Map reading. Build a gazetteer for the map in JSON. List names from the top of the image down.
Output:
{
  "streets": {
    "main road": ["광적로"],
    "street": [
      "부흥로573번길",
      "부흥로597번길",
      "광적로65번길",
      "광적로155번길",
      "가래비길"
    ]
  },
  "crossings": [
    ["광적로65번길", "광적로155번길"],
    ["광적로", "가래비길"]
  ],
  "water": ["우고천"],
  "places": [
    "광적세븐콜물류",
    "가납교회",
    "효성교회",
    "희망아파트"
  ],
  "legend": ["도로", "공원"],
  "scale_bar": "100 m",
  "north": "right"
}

.....

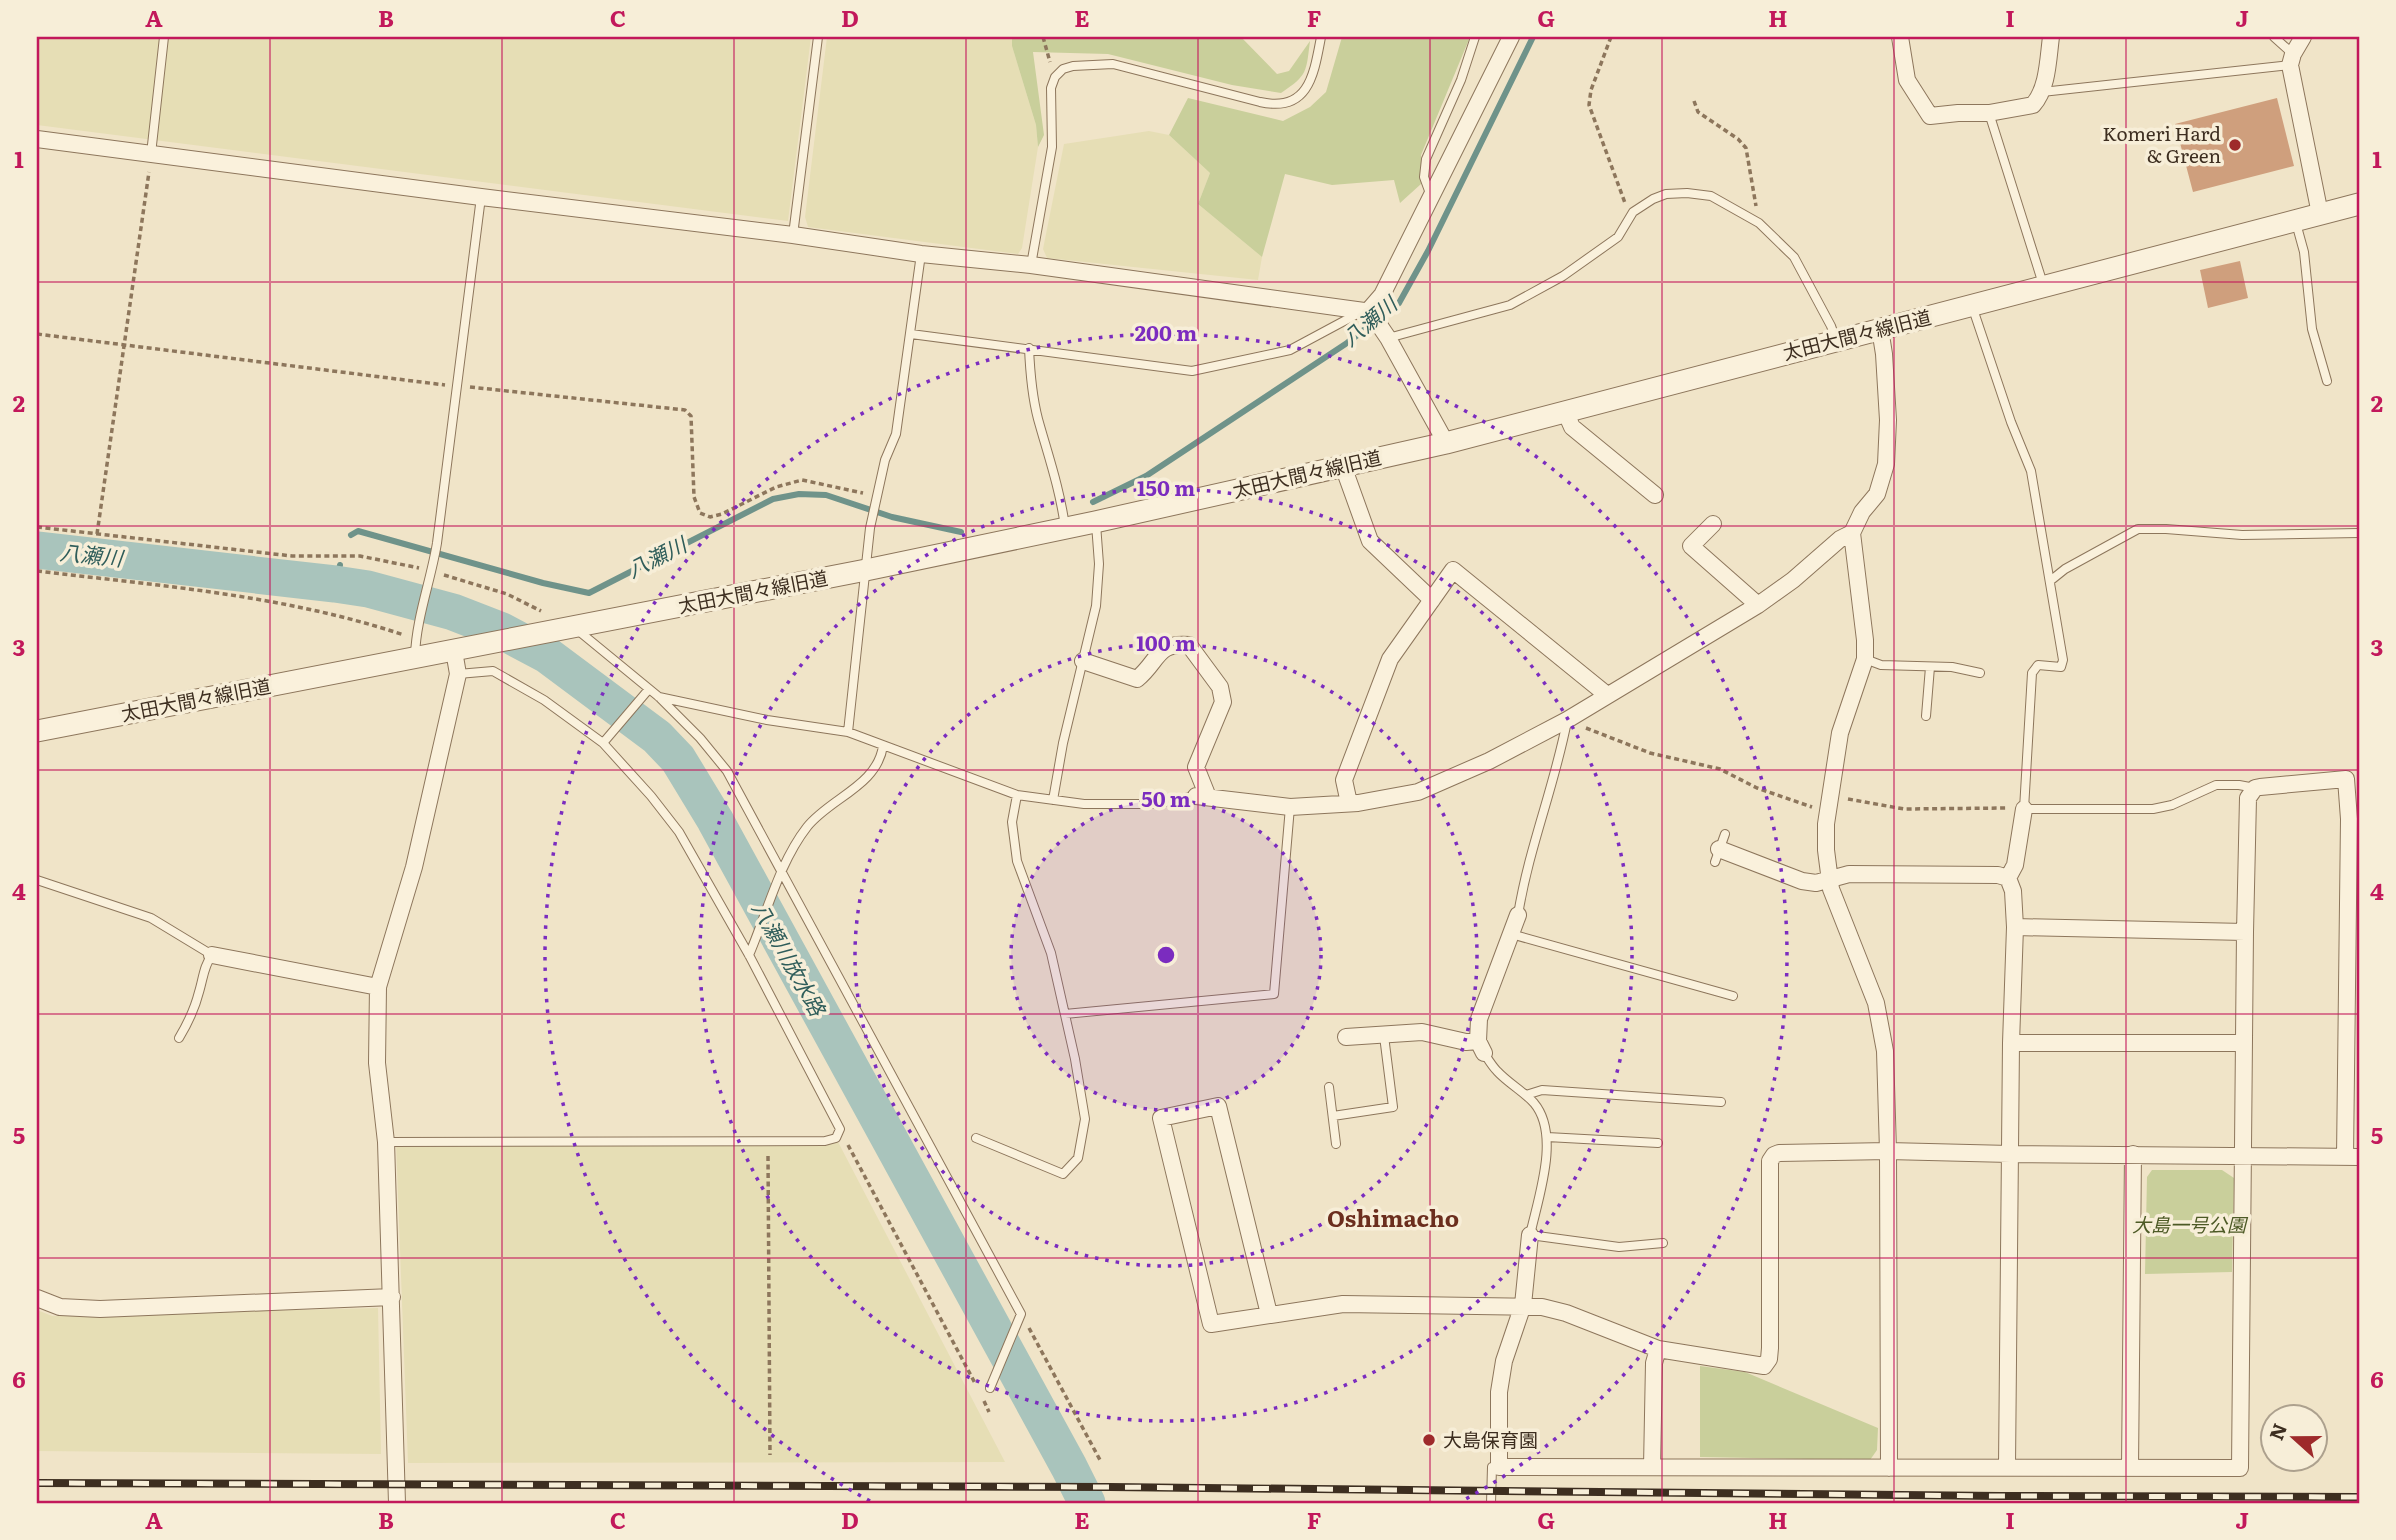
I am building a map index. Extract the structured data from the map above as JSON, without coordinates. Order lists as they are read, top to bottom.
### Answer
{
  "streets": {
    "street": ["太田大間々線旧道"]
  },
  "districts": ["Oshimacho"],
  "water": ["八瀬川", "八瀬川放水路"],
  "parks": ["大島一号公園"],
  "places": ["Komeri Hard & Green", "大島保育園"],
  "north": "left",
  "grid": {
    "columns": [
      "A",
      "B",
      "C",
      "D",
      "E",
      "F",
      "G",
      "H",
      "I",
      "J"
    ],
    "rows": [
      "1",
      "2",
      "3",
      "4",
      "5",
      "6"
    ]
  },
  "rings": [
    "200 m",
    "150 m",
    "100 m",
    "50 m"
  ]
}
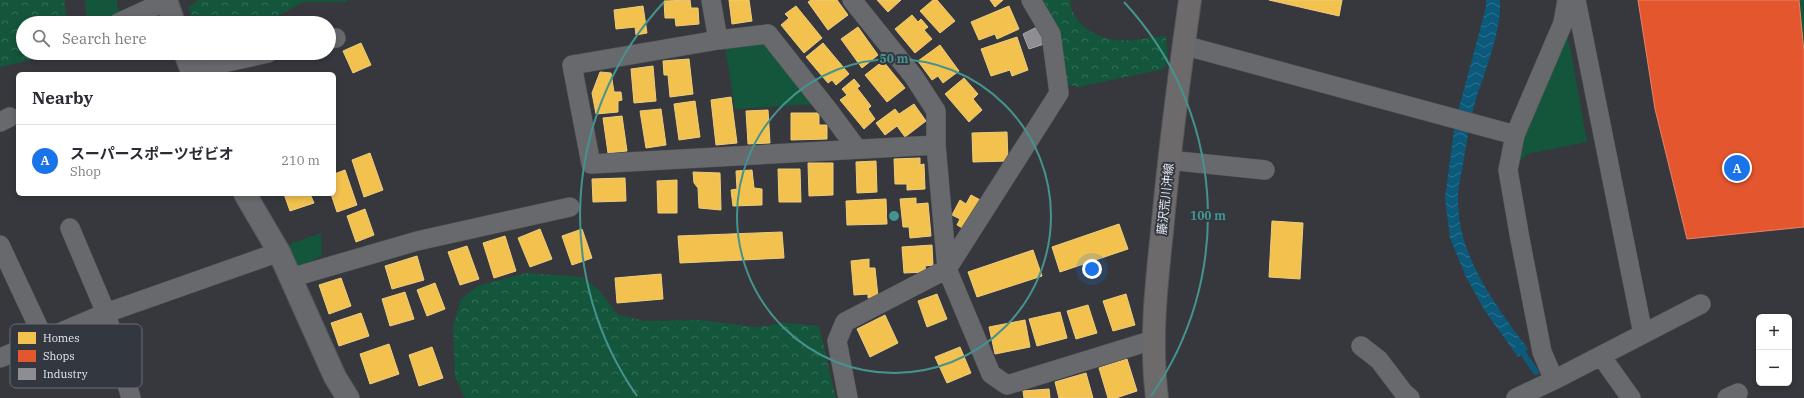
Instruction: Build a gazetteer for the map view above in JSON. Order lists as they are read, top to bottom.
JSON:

.....

• What the task requires:
From the records above, copy every line that includes the word "JSON".

• Finished task:
Map reading. Build a gazetteer for the map in JSON. List names from the top of the image down.
I am building a map index. Extract the structured data from the map above as JSON, without coordinates. Order lists as they are read, top to bottom.
Instruction: Build a gazetteer for the map view above in JSON. Order lists as they are read, top to bottom.
JSON:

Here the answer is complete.